Não me parece, no entanto, que manter este sistema resolvesse os problemas que pretendemos resolver, como já tenho tido oportunidade de discutir aqui no blogue. Será relevante, ainda assim, que o princípio da subsidiaridade seja escrupulosamente cumprido. Isto porque, apesar de haver, neste momento, problemas que, a terem solução, a têm à escala europeia, continuam a existir questões para as quais a solução deve manter-se nos Estados Membros. As competências da federação europeia devem ser definidas tendo sempre em atenção este importante principio.

Deste modo, Portugal continuaria a ter de resolver o seu problema de competitividade, mas fá-lo-ia dentro de uma federação europeia, mantendo um nível de autonomia razoável para resolver questões nas quais não seria necessário a União Europeia intervir. A União Europeia, por sua vez, seria dotada de meios para resolver os problemas europeus de forma eficiente, prestando contas directamente aos cidadãos europeus. Os problemas passariam a ser resolvidos à escala apropriada e com um sistema de tomada de decisão mais eficiente.

Numa altura em que há mudanças tectónicas relevantes na geopolítica, com a mudança do «eixo» das relações internacionais para o Pacífico, e tendo em atenção os diversos problemas globais com os quais nos deparamos, para os quais haverá que encontrar soluções, é importante que a União Europeia saiba actuar à escala correcta para que a sua voz não se torne progressivamente irrelevante no contexto global.

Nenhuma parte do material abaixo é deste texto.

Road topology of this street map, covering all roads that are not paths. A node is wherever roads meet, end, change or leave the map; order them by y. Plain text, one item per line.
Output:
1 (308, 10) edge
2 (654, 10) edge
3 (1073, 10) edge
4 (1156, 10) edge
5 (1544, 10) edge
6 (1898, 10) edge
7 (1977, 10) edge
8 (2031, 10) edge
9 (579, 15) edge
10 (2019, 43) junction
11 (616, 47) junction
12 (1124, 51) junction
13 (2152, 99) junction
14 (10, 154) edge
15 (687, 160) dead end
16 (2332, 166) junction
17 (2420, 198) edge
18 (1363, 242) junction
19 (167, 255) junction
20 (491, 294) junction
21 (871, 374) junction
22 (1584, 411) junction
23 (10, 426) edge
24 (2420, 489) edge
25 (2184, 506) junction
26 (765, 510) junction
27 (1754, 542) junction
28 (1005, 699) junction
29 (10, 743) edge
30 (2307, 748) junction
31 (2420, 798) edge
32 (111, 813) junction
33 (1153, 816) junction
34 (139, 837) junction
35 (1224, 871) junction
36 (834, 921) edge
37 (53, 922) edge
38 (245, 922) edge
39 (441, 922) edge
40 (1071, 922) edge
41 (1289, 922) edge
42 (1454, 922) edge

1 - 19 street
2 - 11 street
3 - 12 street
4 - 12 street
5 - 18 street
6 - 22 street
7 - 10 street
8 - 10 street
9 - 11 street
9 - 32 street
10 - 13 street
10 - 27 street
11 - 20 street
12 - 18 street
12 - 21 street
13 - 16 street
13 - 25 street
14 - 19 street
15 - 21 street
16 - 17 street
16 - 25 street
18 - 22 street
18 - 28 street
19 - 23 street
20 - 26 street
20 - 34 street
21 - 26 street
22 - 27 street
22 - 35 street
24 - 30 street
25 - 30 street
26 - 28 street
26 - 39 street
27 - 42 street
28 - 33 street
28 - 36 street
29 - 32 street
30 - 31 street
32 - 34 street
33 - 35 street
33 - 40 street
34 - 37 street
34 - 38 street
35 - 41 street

Não é apenas o modelo de governação da UE que está a ser debatido, afinal. Também o modelo de governação a nível global o está a ser. Se os Estados europeus quiserem contar nesse debate público a nível global não podem, em primeiro lugar, deixar de se unir e, em segundo, não podem ceder a tentações anti-EUA ou mesmo anti-China primárias. Porque não nos podemos esquecer que a escala europeia não é o limite: hoje em dia, funcionamos também à escala global.